What the exercise asks → Among the lines below, count those with the word "roads". Answer with the number only.

Collected data →
------

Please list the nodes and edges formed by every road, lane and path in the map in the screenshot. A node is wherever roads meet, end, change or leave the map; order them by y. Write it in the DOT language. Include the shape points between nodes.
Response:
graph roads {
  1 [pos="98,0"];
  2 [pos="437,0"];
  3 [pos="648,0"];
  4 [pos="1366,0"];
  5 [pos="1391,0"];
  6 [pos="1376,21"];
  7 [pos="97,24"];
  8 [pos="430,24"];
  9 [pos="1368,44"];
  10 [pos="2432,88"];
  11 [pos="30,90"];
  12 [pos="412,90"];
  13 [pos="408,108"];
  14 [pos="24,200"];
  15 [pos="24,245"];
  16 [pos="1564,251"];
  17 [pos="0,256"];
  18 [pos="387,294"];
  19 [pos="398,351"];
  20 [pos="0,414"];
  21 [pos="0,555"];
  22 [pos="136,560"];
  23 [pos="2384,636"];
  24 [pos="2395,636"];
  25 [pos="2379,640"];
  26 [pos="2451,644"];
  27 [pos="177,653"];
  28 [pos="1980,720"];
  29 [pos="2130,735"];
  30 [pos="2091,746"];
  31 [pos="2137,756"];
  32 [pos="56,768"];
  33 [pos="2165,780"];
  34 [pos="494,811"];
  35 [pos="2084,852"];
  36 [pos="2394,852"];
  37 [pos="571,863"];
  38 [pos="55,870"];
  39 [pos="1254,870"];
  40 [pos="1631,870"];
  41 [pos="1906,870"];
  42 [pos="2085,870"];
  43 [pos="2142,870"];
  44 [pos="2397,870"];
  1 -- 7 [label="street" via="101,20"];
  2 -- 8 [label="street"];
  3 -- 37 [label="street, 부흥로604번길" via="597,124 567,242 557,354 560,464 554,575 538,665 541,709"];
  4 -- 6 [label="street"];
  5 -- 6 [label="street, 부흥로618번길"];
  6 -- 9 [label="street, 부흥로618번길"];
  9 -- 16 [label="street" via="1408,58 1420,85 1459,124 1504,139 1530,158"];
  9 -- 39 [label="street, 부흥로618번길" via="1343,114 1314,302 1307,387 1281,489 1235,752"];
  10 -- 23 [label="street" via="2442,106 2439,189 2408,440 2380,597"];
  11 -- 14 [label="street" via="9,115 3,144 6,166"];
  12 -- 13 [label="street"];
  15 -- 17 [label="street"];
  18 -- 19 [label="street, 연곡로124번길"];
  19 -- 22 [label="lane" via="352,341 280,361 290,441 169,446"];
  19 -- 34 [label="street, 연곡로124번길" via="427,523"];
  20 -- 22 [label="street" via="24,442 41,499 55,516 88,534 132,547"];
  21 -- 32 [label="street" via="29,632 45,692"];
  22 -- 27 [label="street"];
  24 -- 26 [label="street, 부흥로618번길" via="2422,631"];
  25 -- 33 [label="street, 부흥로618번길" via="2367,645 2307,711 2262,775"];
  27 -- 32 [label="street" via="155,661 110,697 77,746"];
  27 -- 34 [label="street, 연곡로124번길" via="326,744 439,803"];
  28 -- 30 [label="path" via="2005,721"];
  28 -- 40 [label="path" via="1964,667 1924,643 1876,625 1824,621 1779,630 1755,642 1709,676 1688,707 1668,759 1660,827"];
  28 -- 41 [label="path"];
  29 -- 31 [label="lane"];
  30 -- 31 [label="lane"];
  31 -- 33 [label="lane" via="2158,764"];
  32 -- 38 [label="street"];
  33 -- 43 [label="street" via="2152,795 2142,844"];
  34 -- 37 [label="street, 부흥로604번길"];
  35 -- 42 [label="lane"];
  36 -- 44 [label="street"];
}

------

Solved exercise → 2